### Exercise directions:
An exact copy of all the lines below is required, with every image left out.

### Source material:
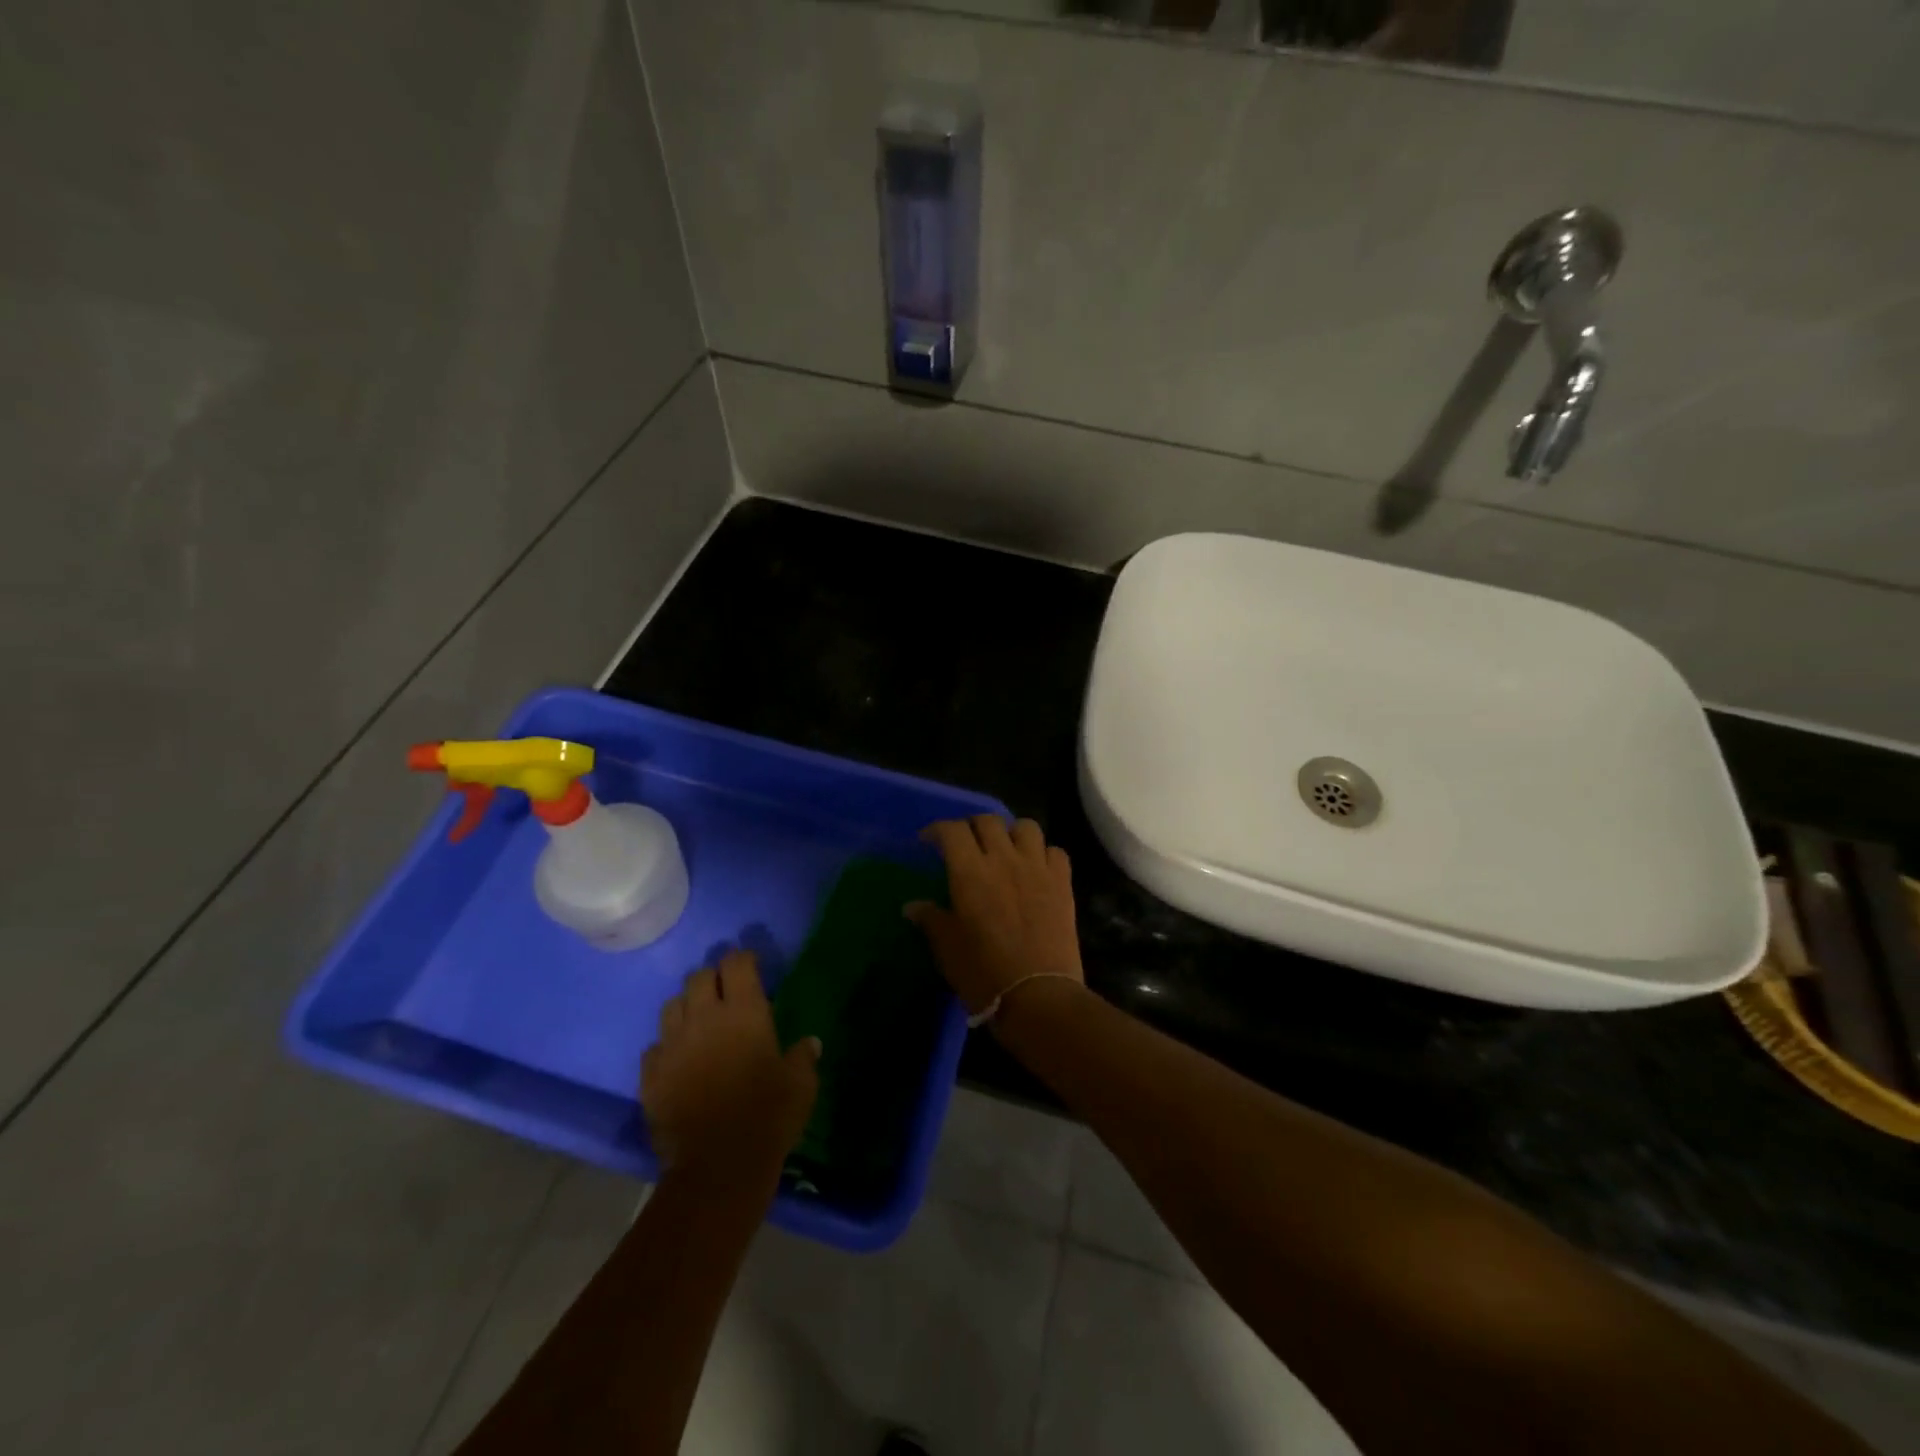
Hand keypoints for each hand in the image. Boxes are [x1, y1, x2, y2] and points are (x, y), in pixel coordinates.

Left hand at [641, 950, 819, 1188]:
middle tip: (725, 993)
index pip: (736, 963)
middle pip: (699, 977)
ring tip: (699, 1023)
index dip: (743, 959)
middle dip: (712, 978)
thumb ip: (803, 1057)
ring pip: (671, 1005)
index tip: (751, 966)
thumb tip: (809, 1043)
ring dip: (686, 1007)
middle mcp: (704, 1018)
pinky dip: (667, 1046)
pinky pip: (654, 1047)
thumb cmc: (768, 1116)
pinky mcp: (651, 1076)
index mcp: (744, 1012)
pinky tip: (679, 1060)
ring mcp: (672, 1045)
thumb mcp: (800, 1084)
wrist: (718, 1166)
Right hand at [907, 816, 1085, 1018]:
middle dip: (972, 826)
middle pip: (988, 820)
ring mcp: (1037, 868)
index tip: (928, 842)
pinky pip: (1055, 851)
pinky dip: (1043, 854)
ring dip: (1011, 833)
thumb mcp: (947, 949)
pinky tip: (1035, 869)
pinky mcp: (1063, 883)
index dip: (937, 830)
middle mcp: (1004, 859)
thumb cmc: (984, 973)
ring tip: (1004, 849)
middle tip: (965, 844)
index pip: (951, 831)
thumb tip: (913, 906)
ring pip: (1026, 826)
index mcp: (970, 872)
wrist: (1038, 996)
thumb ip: (930, 920)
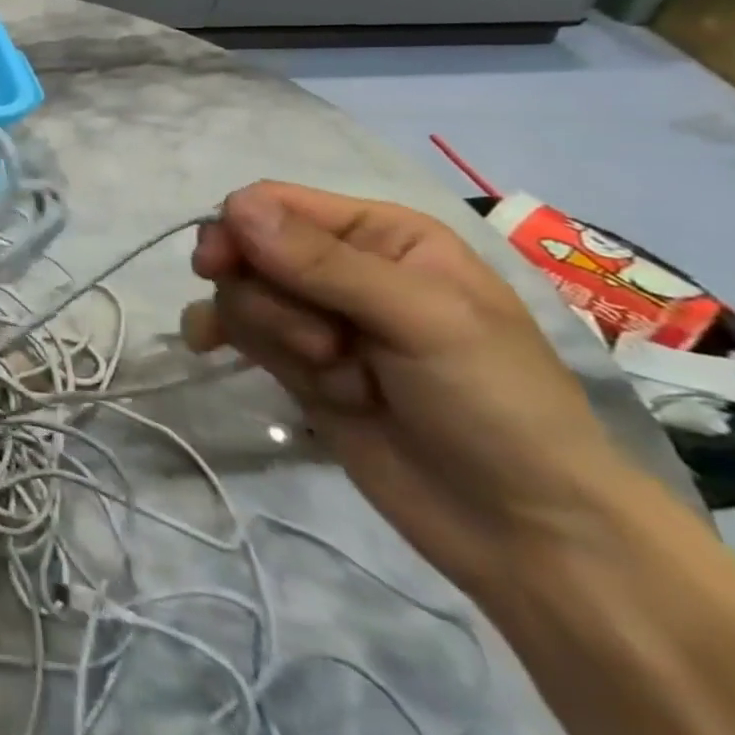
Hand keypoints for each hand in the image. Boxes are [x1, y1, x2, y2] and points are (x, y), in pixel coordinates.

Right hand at [184, 183, 632, 594]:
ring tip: (341, 382)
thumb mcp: (422, 320)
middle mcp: (340, 265)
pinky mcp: (293, 362)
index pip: (276, 203)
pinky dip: (221, 337)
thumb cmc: (496, 403)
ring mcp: (313, 317)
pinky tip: (209, 350)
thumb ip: (323, 263)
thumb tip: (234, 208)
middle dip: (268, 299)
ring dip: (273, 337)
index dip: (238, 229)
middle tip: (320, 346)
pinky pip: (232, 329)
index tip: (216, 266)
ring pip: (239, 294)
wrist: (525, 530)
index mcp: (381, 234)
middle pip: (248, 250)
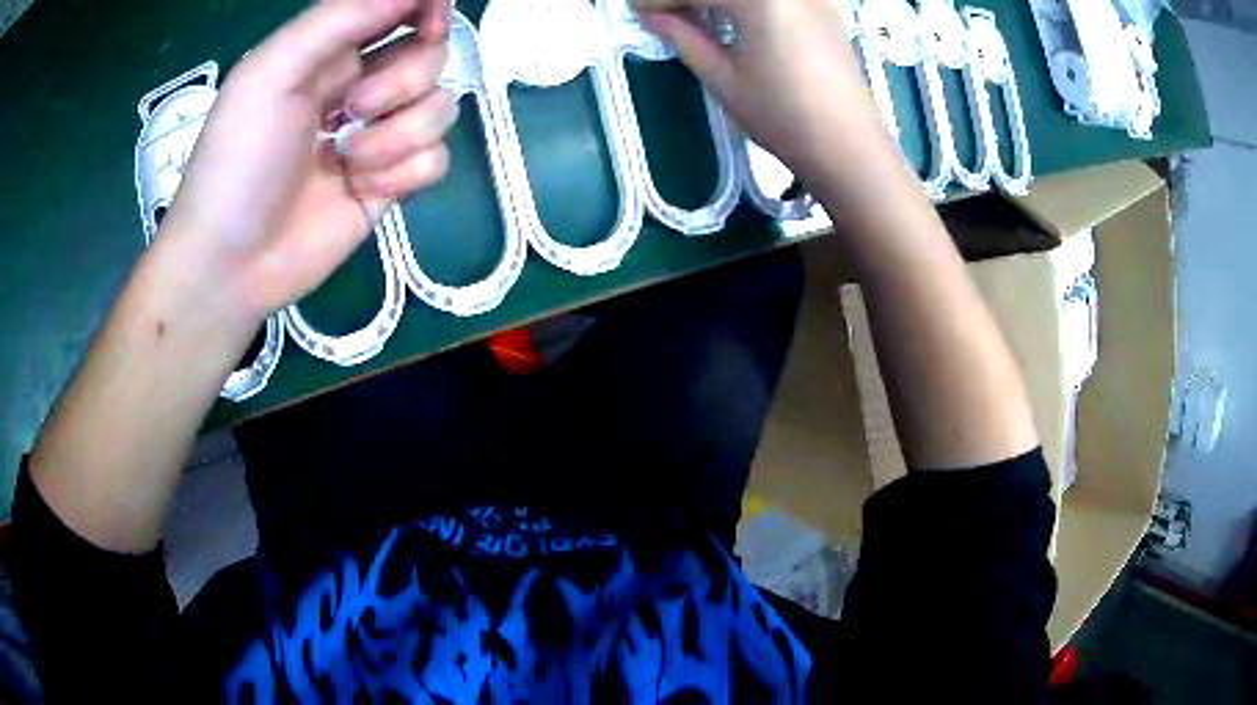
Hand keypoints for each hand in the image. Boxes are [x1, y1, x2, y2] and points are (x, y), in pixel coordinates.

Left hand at [162, 0, 457, 322]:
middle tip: (352, 109)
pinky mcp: (391, 184)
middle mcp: (362, 85)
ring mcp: (379, 136)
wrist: (231, 265)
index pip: (401, 10)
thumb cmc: (237, 161)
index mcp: (331, 51)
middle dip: (400, 82)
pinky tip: (363, 188)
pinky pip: (435, 161)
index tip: (430, 25)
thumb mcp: (272, 72)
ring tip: (347, 159)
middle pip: (432, 56)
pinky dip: (403, 174)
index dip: (428, 10)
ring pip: (440, 108)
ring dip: (397, 135)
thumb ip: (340, 18)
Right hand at [634, 0, 887, 186]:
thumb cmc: (785, 119)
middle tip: (662, 12)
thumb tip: (652, 16)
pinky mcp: (822, 6)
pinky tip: (729, 14)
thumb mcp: (725, 79)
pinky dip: (743, 1)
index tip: (637, 11)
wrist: (850, 147)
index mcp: (761, 0)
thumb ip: (684, 38)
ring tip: (692, 15)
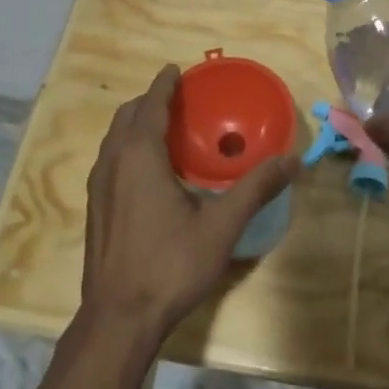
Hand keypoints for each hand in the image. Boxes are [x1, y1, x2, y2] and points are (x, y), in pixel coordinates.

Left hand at [82, 65, 300, 339]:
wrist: (118, 320)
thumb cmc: (170, 265)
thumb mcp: (221, 226)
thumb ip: (256, 188)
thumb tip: (293, 161)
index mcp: (139, 154)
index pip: (151, 104)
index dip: (164, 84)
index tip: (178, 69)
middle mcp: (113, 161)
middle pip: (128, 116)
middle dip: (150, 100)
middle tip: (179, 98)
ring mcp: (99, 186)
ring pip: (115, 138)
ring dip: (136, 124)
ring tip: (166, 128)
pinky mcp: (95, 208)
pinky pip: (111, 160)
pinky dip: (128, 147)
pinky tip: (151, 171)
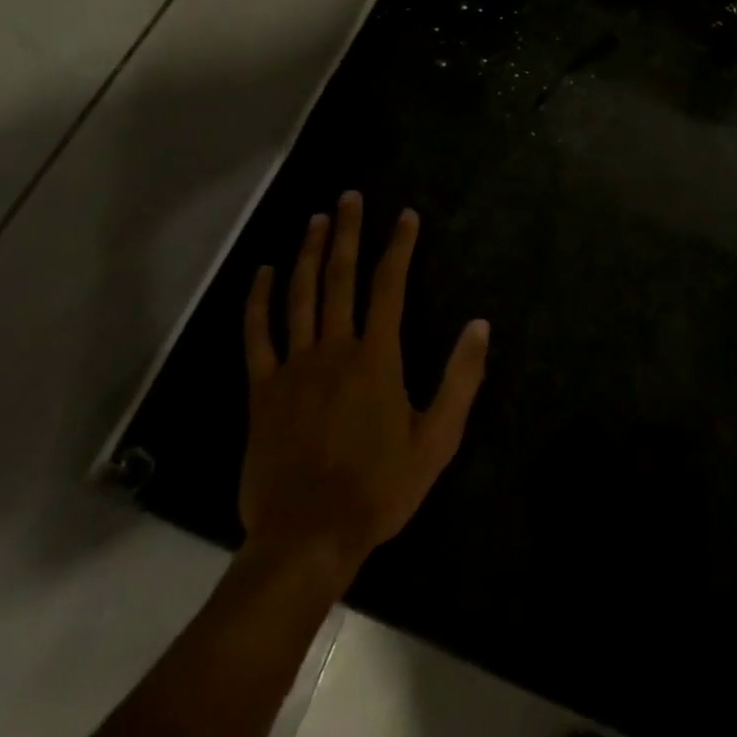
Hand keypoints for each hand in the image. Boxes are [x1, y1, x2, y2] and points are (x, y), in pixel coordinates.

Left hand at [238, 193, 489, 579]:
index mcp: (376, 357)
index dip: (399, 246)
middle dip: (348, 232)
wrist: (308, 539)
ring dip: (308, 253)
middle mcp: (334, 348)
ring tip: (315, 219)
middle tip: (348, 197)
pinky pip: (257, 336)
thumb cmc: (379, 488)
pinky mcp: (262, 390)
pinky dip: (258, 301)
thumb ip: (460, 379)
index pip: (390, 285)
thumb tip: (479, 325)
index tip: (405, 215)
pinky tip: (262, 273)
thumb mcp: (437, 440)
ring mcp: (293, 367)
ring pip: (299, 295)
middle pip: (340, 277)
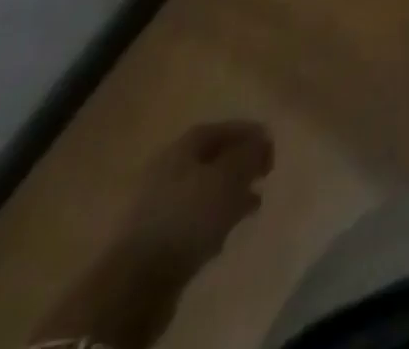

### Answer box:
Hand keypoints for each hand in the image. Boxes are [x1, y1, x2, y2] and points are (x, y), in pixel coordinates.

Left hand at [641, 950, 819, 1188]:
middle tip: (725, 993)
index pip: (736, 963)
middle pip: (699, 977)
ring tip: (699, 1023)
index dip: (743, 959)
middle dip: (712, 978)
thumb ip: (803, 1057)
ring pip: (671, 1005)
index tip: (751, 966)
thumb tip: (809, 1043)
ring dip: (686, 1007)
middle mcp: (704, 1018)
pinky dip: (667, 1046)
pinky pip: (654, 1047)
thumb cmc: (768, 1116)
pinky mcp: (651, 1076)
index mcp: (744, 1012)
pinky tip: (679, 1060)
ring mcp: (672, 1045)
thumb mcp: (800, 1084)
wrist: (718, 1166)
Right hand at [907, 816, 1085, 1018]:
middle dip: (972, 826)
middle pip: (988, 820)
ring mcp: (1037, 868)
index tip: (928, 842)
pinky pip: (1055, 851)
pinky dip: (1043, 854)
ring dip: (1011, 833)
thumb mcp: (947, 949)
pinky tip: (1035, 869)
pinky mcp: (1063, 883)
index dip: (937, 830)
middle mcp: (1004, 859)
thumb cmc: (984, 973)
ring tip: (1004, 849)
middle tip: (965, 844)
index pip: (951, 831)
thumb tip: (913, 906)
ring pip: (1026, 826)
index mcp: (970, 872)
wrist: (1038, 996)
thumb ip: (930, 920)
Hand keypoints for each hand in the image. Boxes are [x1, y1, x2, y2] and points are (x, y), in pixel coordinates.

Right hand at [184, 183, 632, 594]:
ring tip: (341, 382)
thumb mcp: (422, 320)
middle mcp: (340, 265)
pinky mcp: (293, 362)
index pip: (276, 203)
pinky dip: (221, 337)
thumb cmc: (496, 403)
ring mcp: (313, 317)
pinky tip: (209, 350)
thumb ip: (323, 263)
thumb tip: (234, 208)
middle dip: (268, 299)
ring dip: (273, 337)
index dip: (238, 229)
middle tip: (320, 346)
pinky pip: (232, 329)
index tip: (216, 266)
ring pip: (239, 294)
wrist: (525, 530)
index mcp: (381, 234)
middle pip: (248, 250)
Hand keypoints for each hand in the image. Boxes are [x1, y1, x2, y2] and points are (x, y), in pixel coordinates.

Left hand at [162, 0, 457, 322]:
middle tip: (352, 109)
pinky mcp: (391, 184)
middle mcp: (362, 85)
ring mcp: (379, 136)
wrist: (231, 265)
index pip: (401, 10)
thumb cmc: (237, 161)
index mcp: (331, 51)
middle dip: (400, 82)
pinky tip: (363, 188)
pinky pip: (435, 161)
index tip: (430, 25)
thumb mcp: (272, 72)
ring tip: (347, 159)
middle pip: (432, 56)
pinky dip: (403, 174)
index dip: (428, 10)
ring pip: (440, 108)
ring dip: (397, 135)
thumb ip: (340, 18)
Right hand at [634, 0, 887, 186]:
thumb cmc: (785, 119)
middle tip: (662, 12)
thumb tip: (652, 16)
pinky mcp: (822, 6)
pinky tip: (729, 14)
thumb mcp: (725, 79)
pinky dip: (743, 1)
index tip: (637, 11)
wrist: (850, 147)
index mcp: (761, 0)
thumb ip: (684, 38)
ring tip: (692, 15)
Hand keypoints for each hand in the image. Boxes are [x1, y1, x2, y2] and points are (x, y), in pixel coordinates.

Left hand at [82, 65, 300, 339]:
wrist: (118, 320)
thumb cmc: (170, 265)
thumb mcp: (221, 226)
thumb ip: (256, 188)
thumb tip: (293, 161)
index mcp: (139, 154)
index pip: (151, 104)
index dip: (164, 84)
index tip: (178, 69)
middle mcp: (113, 161)
middle pip: (128, 116)
middle dip: (150, 100)
middle tip: (179, 98)
ring mcp: (99, 186)
ring pip: (115, 138)
ring dip: (136, 124)
ring tip: (166, 128)
pinky mcp: (95, 208)
pinky pip: (111, 160)
pinky dip: (128, 147)
pinky tip: (151, 171)
Hand keypoints for each hand in the image. Boxes are [x1, y1, x2, y2] and points are (x, y), in pixel coordinates.

Left hand at [238, 193, 489, 579]:
index mcp: (376, 357)
index dip: (399, 246)
middle dip: (348, 232)
wrist: (308, 539)
ring dip: (308, 253)
middle mcp: (334, 348)
ring tip: (315, 219)
middle tip: (348, 197)
pinky pip: (257, 336)
thumb cmc: (379, 488)
pinky mcp: (262, 390)
pinky dip: (258, 301)
thumb ip: (460, 379)
index pip: (390, 285)
thumb tip: (479, 325)
index tip: (405, 215)
pinky tip: (262, 273)
thumb mcp: (437, 440)
ring mcp: (293, 367)
ring pip: (299, 295)
middle pip: (340, 277)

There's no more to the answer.